Reviews, Recipes and Miscellany

Friday, June 22, 2007

Day 2: Appendix, The Bistecca alla Fiorentina


I had heard a lot about this piece of meat before going to Italy. I had even tasted one before, having had food-minded friends and family pass through Tuscany. I had read Heat by Bill Buford (everyone should, it's a great story) and knew my Mario Batali from my Marco-Pierre White. I had even researched Dario Cecchini and his most famous produce before heading to Tuscany. All that though, probably is just one-third of the entire Bistecca experience. Here is your mission, if you choose to accept it...

I wanted to take a breather in the travelogue to talk about just one element of Tuscany that I really enjoyed and to share what a Bistecca is about and what makes it special. In talking about the Bistecca Fiorentina, I am really differentiating between the real deal that you will find in Italy, specifically in the Chianti region in Tuscany and the lame meat that you find in Wolfgang Puck's version in LA.


The Bistecca refers to a particular cut of meat, I guess in the US, this would be called a beefsteak but it is really a cut which is T-bone on one side and porterhouse on the other. The cut is so thick, usually about 3 inches, so as to remain uncooked on the inside when served. It is a humongous piece of meat but I think more important than what it is, is what it symbolizes and that is also at the heart of why Dario Checchini is famous.


His butcher shop is a veritable vaudeville of a roman butchery. Dario himself is a large man, broad-shouldered, with a classical Italian profile, dark curly hair, and sparkling blue eyes. The shop has a marble frontage and a raised marble counter and glass case full of prepared cuts of meats and other traditionally Italian produce.

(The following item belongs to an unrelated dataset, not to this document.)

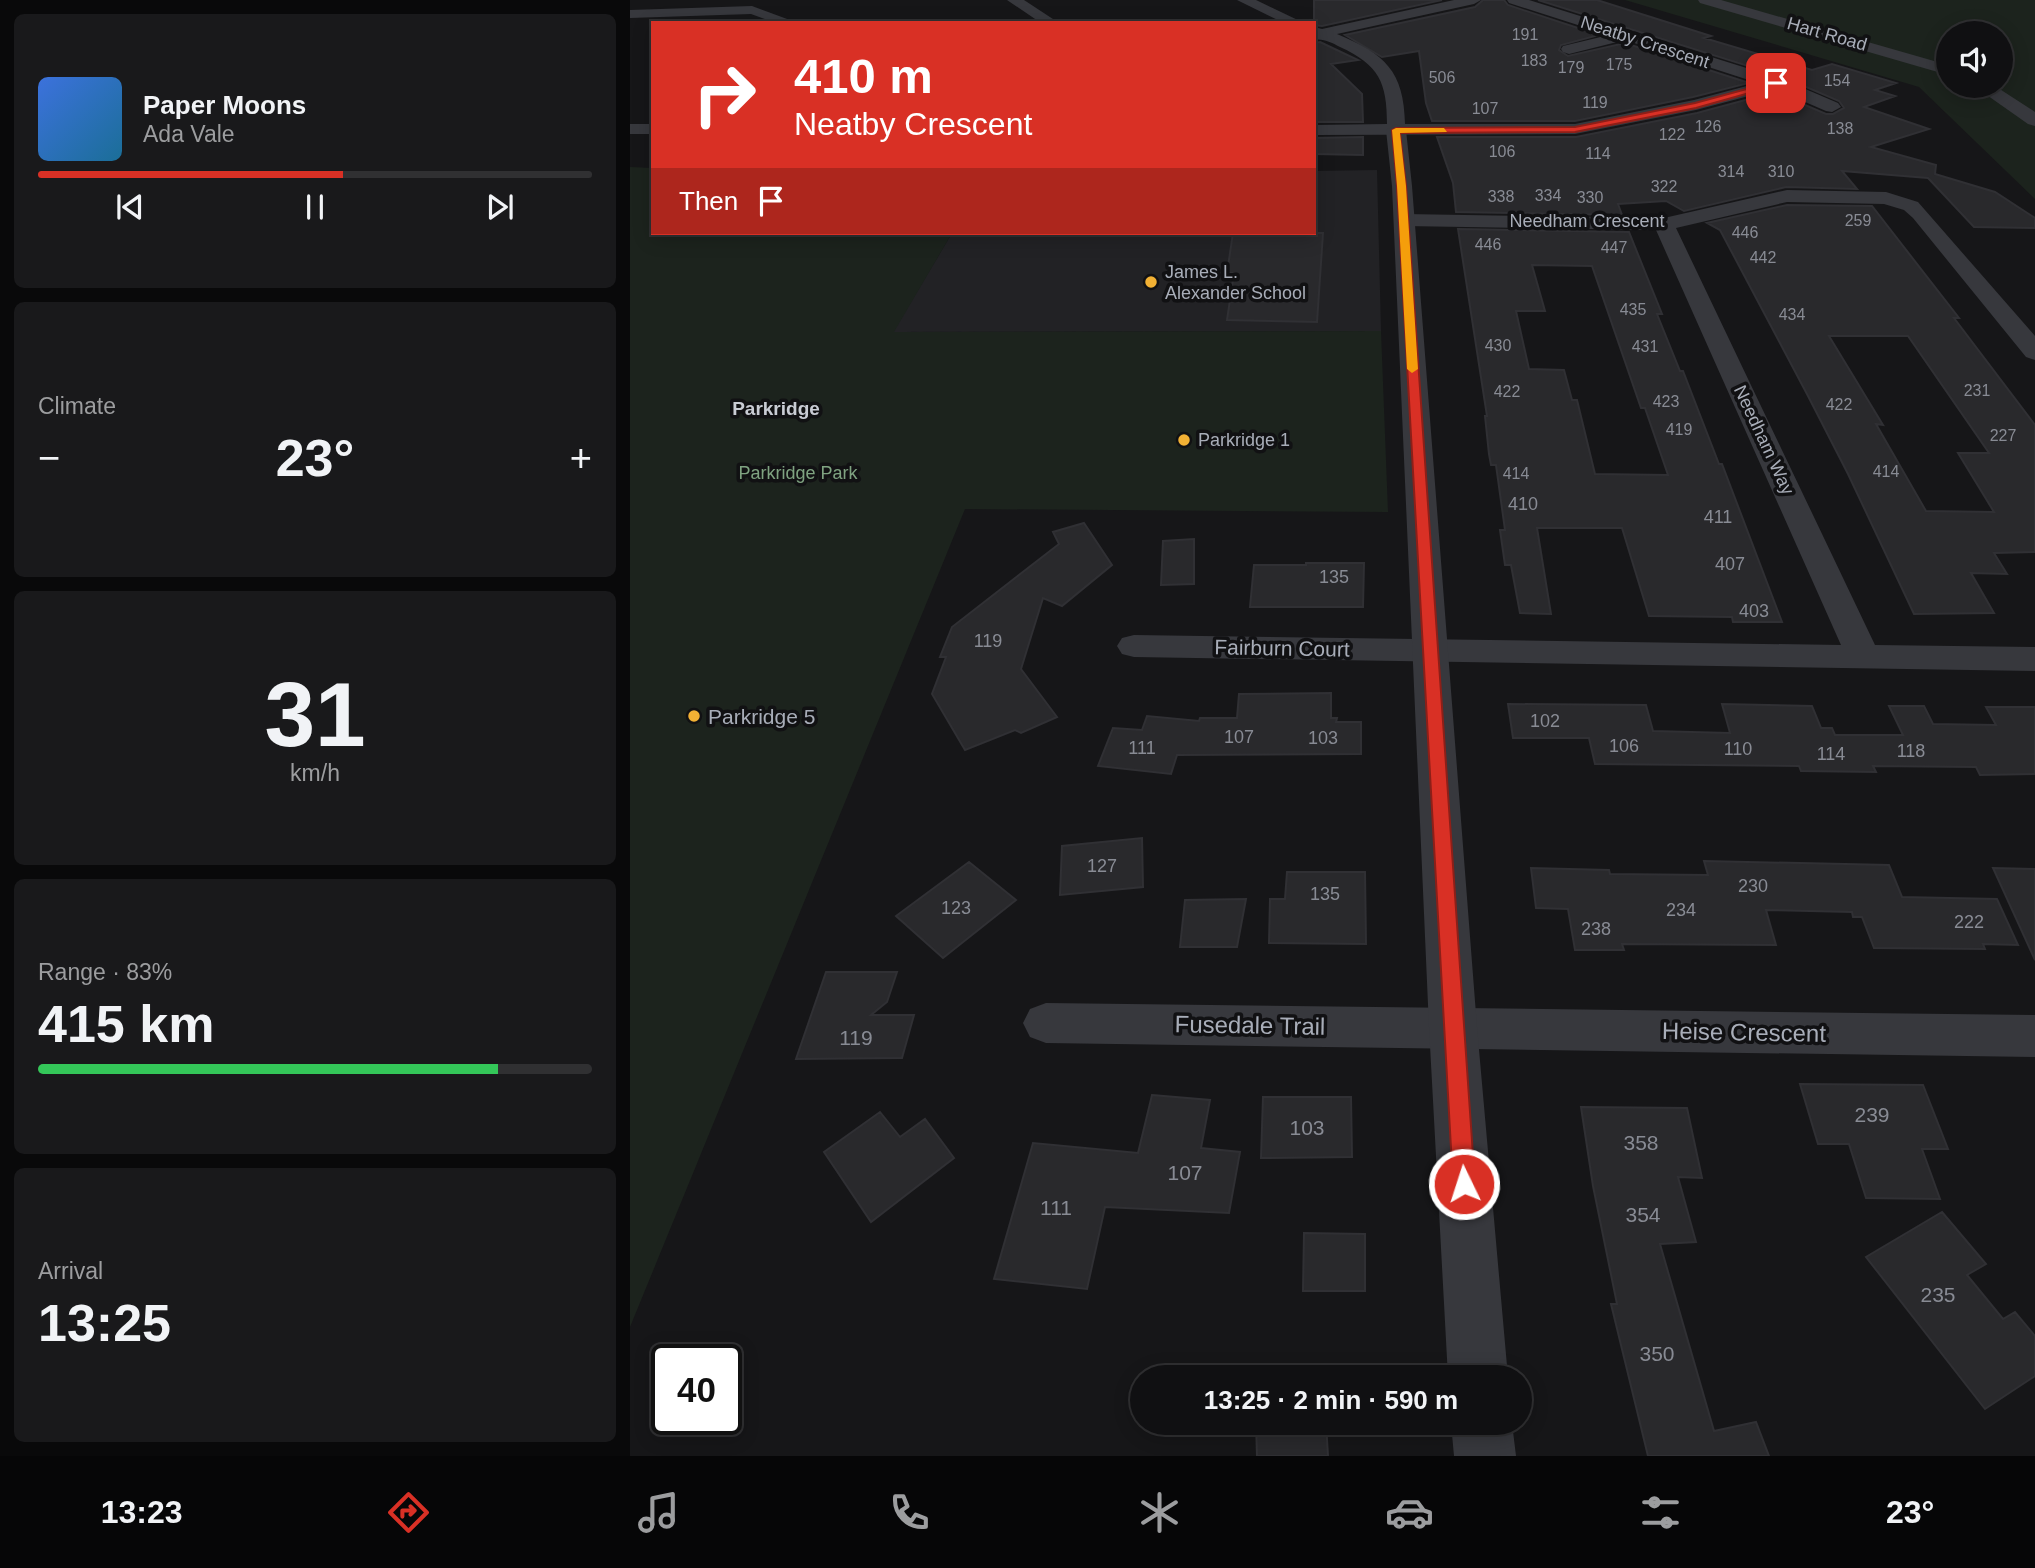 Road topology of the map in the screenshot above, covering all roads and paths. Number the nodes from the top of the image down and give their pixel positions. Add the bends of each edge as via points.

In the traditional way, a visit to the butcher can take over 30 minutes, as the butcher is usually milling in the streets, meeting and greeting the townspeople who then pack into his little space, looking into the sides of beef and pork hanging in the meat locker and sampling his laid-out spread of preserved orange peel, olives, bowls of whipped white lardo (yes, pure fat, they spread it on bread and give it out to the public, you've been warned), sea salt and olive oil. The store has an adjacent room with a constant change of shows and music blares out from the sound system, usually opera music from Figaro but sometimes rock 'n roll.


At L'Antica Macelleria Cecchini, while the mainstay business of the butchery is supplying to all the top restaurants in Italy, on weekends, the whole concept of a market town and local butchery truly comes alive. Dario holds court from a raised platform behind the counter, working with an assortment of knives and cleavers on a long block of oak, trading quips with his friends and providing the assembled crowd with a clear view of his work.


In today's world, it is actually quite difficult to find Bistecca that is reared in Italy, a lot of the meat actually comes from Spanish cows. When the mad-cow disease struck Europe, the law prohibited the bistecca from cows over 18 months old from being served on a T-bone and many people saw both the disease and the ban as heralding the end of an old Italian tradition and indeed, traditional Italian life in general.


In the last few years, there has been a movement to return herding and cattle rearing to the Italian countryside and Dario and other Tuscan butchers have been at the forefront of the movement. Dario has lots of quotable quotes, one relates how butchers represent the blood, life and carnality of the countryside. "We understand about the flesh, about sin, about good food and beautiful women."


He also has lots of fans. In the corner on a marble-topped table, at the feet of the bronze sculpture of a zaftig nude peasant woman, there used to be a fax in a plastic frame that read: "Caro Dario, L'America sta diventando sempre pi un Paese di astemi vegetariani e puritani. Personalmente, continuo a preferire il vino rosso, le carni e le belle donne. Con affetto. Jack Nicholson." [Translation: "Dear Dario, America is becoming more and more a country of teetotalers, vegetarians, and puritans. Personally, I continue to prefer red wine, meat and beautiful women. With affection. Jack Nicholson."]

In fact, Cecchini is so well-known that when I carted my styrofoam box of goodies into the customs, the officer at the airport took one look at the store sticker on the box and had a mild cardiac seizure of nostalgia and national pride. "This is an important surname in these parts" he said, solemnly. When I have holiday, I go to these areas. It is the best food, this is good beef.

With that pronouncement "This is good beef", I hoped he was saying "You may take it through Customs into Singapore" and I wasn't disappointed. He made special arrangements to clear all the luggage and food we had with us and while he was on the phone, I could hear him exitedly whispering in that charmingly piercing Italian way to his colleagues that a Checchini was in the building.

Although he chucked my luggage rudely and violently on the carousel belt, he gingely lifted my styrofoam box by its twine and hand-carried it into the oversize baggage hold. Good to know that the right brand to be in Italy at the end of the day is Cecchini and not Prada.

1 comment:

  1. Enjoyed your post - went to Italy this summer for the first time and also ate at Solociccia. Too bad I was heading back to the U.S. for our summer holiday and not HK where we are during the school year, otherwise I might have also tried bringing goodies back!